> _Assigned task_:
With both ends included, transcribe exactly the records below from their first line to the line that contains "double e = blur * i / 6;".
(Task data)
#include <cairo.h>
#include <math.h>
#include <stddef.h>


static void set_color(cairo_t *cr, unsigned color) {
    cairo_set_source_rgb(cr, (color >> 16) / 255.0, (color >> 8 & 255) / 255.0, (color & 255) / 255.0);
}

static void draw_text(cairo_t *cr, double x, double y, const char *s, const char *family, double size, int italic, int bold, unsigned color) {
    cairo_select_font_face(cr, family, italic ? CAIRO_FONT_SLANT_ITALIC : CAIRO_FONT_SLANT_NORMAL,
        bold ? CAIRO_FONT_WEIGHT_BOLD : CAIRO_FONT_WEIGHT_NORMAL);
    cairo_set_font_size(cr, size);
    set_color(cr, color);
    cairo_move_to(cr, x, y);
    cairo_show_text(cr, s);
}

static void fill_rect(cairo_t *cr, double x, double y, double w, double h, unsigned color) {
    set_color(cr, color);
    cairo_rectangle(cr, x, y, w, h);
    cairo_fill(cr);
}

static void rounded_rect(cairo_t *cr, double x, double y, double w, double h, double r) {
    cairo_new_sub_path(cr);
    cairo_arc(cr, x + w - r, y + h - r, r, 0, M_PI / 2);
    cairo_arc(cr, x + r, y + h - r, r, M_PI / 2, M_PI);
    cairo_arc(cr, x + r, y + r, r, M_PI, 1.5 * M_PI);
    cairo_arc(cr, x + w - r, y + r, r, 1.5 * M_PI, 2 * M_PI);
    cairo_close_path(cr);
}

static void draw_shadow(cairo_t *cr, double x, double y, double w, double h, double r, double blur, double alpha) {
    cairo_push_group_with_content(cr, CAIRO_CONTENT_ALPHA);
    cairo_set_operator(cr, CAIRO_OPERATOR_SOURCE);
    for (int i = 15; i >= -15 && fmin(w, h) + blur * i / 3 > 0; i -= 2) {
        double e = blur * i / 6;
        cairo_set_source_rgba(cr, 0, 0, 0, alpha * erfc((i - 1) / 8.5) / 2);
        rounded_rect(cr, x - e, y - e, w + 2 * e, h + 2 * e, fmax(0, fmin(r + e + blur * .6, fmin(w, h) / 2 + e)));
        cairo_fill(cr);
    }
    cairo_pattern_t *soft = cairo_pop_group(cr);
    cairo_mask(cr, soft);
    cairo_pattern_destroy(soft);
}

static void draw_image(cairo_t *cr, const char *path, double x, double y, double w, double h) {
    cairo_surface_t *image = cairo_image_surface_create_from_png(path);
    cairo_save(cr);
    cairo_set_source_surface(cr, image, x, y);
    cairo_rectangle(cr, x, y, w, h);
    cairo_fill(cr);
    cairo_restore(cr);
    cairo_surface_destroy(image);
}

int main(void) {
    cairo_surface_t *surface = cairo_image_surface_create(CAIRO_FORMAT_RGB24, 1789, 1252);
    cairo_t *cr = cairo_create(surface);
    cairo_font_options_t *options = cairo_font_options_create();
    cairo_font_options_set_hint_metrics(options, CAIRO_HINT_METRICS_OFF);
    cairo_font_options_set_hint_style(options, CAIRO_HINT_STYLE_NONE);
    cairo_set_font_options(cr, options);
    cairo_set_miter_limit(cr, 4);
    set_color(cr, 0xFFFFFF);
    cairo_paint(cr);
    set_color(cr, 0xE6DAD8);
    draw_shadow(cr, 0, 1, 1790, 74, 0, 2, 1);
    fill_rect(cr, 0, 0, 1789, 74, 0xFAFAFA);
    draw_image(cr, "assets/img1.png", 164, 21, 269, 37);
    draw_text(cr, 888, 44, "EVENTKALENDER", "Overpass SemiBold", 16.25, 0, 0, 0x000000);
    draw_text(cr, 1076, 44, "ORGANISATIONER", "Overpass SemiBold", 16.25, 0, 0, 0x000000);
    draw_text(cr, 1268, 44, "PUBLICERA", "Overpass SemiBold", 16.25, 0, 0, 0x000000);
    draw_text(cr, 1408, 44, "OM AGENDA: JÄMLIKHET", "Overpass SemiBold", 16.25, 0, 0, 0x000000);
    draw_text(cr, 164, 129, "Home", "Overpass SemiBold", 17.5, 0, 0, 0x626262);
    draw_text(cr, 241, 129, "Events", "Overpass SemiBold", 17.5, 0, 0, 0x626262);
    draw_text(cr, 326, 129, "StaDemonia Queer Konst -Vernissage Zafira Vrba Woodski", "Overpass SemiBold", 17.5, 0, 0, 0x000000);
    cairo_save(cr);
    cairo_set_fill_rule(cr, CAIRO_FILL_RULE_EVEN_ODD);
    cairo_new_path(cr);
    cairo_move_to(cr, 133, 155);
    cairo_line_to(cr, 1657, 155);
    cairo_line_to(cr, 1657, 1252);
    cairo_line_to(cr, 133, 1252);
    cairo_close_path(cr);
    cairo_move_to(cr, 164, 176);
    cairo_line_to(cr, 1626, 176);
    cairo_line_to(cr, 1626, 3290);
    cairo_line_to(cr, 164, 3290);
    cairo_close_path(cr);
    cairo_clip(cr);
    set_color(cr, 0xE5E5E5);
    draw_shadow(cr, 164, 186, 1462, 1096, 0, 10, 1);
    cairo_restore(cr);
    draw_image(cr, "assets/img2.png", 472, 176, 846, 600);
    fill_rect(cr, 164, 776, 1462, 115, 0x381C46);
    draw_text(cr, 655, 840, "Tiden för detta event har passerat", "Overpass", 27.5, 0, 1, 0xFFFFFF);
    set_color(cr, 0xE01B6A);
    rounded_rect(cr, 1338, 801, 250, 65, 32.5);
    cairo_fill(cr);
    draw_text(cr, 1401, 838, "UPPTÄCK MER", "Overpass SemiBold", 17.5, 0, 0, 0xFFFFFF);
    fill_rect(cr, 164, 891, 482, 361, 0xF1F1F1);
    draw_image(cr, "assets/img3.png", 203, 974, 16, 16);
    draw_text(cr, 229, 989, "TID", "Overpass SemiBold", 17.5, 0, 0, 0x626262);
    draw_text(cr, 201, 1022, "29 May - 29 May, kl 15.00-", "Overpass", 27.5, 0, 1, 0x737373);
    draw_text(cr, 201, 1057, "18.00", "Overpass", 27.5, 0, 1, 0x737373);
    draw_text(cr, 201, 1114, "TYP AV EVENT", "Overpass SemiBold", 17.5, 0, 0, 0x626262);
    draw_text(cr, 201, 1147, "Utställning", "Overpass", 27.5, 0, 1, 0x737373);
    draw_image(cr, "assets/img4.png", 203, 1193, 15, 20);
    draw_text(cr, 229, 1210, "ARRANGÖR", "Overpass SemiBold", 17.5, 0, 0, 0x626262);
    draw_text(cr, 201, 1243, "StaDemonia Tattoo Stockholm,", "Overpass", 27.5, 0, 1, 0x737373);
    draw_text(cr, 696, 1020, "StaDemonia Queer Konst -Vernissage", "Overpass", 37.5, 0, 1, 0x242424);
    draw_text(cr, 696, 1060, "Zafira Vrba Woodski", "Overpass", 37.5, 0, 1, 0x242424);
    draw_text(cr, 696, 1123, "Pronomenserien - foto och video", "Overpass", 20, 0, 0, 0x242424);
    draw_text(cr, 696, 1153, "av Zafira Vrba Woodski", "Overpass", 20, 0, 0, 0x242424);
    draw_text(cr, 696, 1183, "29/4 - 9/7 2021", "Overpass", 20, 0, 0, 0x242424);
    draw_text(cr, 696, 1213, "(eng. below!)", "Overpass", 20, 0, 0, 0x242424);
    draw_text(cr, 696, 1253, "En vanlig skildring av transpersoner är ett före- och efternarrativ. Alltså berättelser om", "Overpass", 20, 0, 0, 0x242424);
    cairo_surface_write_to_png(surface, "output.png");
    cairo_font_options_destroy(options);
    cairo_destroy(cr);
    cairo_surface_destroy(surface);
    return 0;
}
(End Task data)
> _Expected answer_:
#include <cairo.h>
#include <math.h>
#include <stddef.h>


static void set_color(cairo_t *cr, unsigned color) {
    cairo_set_source_rgb(cr, (color >> 16) / 255.0, (color >> 8 & 255) / 255.0, (color & 255) / 255.0);
}

static void draw_text(cairo_t *cr, double x, double y, const char *s, const char *family, double size, int italic, int bold, unsigned color) {
    cairo_select_font_face(cr, family, italic ? CAIRO_FONT_SLANT_ITALIC : CAIRO_FONT_SLANT_NORMAL,
        bold ? CAIRO_FONT_WEIGHT_BOLD : CAIRO_FONT_WEIGHT_NORMAL);
    cairo_set_font_size(cr, size);
    set_color(cr, color);
    cairo_move_to(cr, x, y);
    cairo_show_text(cr, s);
}

static void fill_rect(cairo_t *cr, double x, double y, double w, double h, unsigned color) {
    set_color(cr, color);
    cairo_rectangle(cr, x, y, w, h);
    cairo_fill(cr);
}

static void rounded_rect(cairo_t *cr, double x, double y, double w, double h, double r) {
    cairo_new_sub_path(cr);
    cairo_arc(cr, x + w - r, y + h - r, r, 0, M_PI / 2);
    cairo_arc(cr, x + r, y + h - r, r, M_PI / 2, M_PI);
    cairo_arc(cr, x + r, y + r, r, M_PI, 1.5 * M_PI);
    cairo_arc(cr, x + w - r, y + r, r, 1.5 * M_PI, 2 * M_PI);
    cairo_close_path(cr);
}

static void draw_shadow(cairo_t *cr, double x, double y, double w, double h, double r, double blur, double alpha) {
    cairo_push_group_with_content(cr, CAIRO_CONTENT_ALPHA);
    cairo_set_operator(cr, CAIRO_OPERATOR_SOURCE);
    for (int i = 15; i >= -15 && fmin(w, h) + blur * i / 3 > 0; i -= 2) {
        double e = blur * i / 6;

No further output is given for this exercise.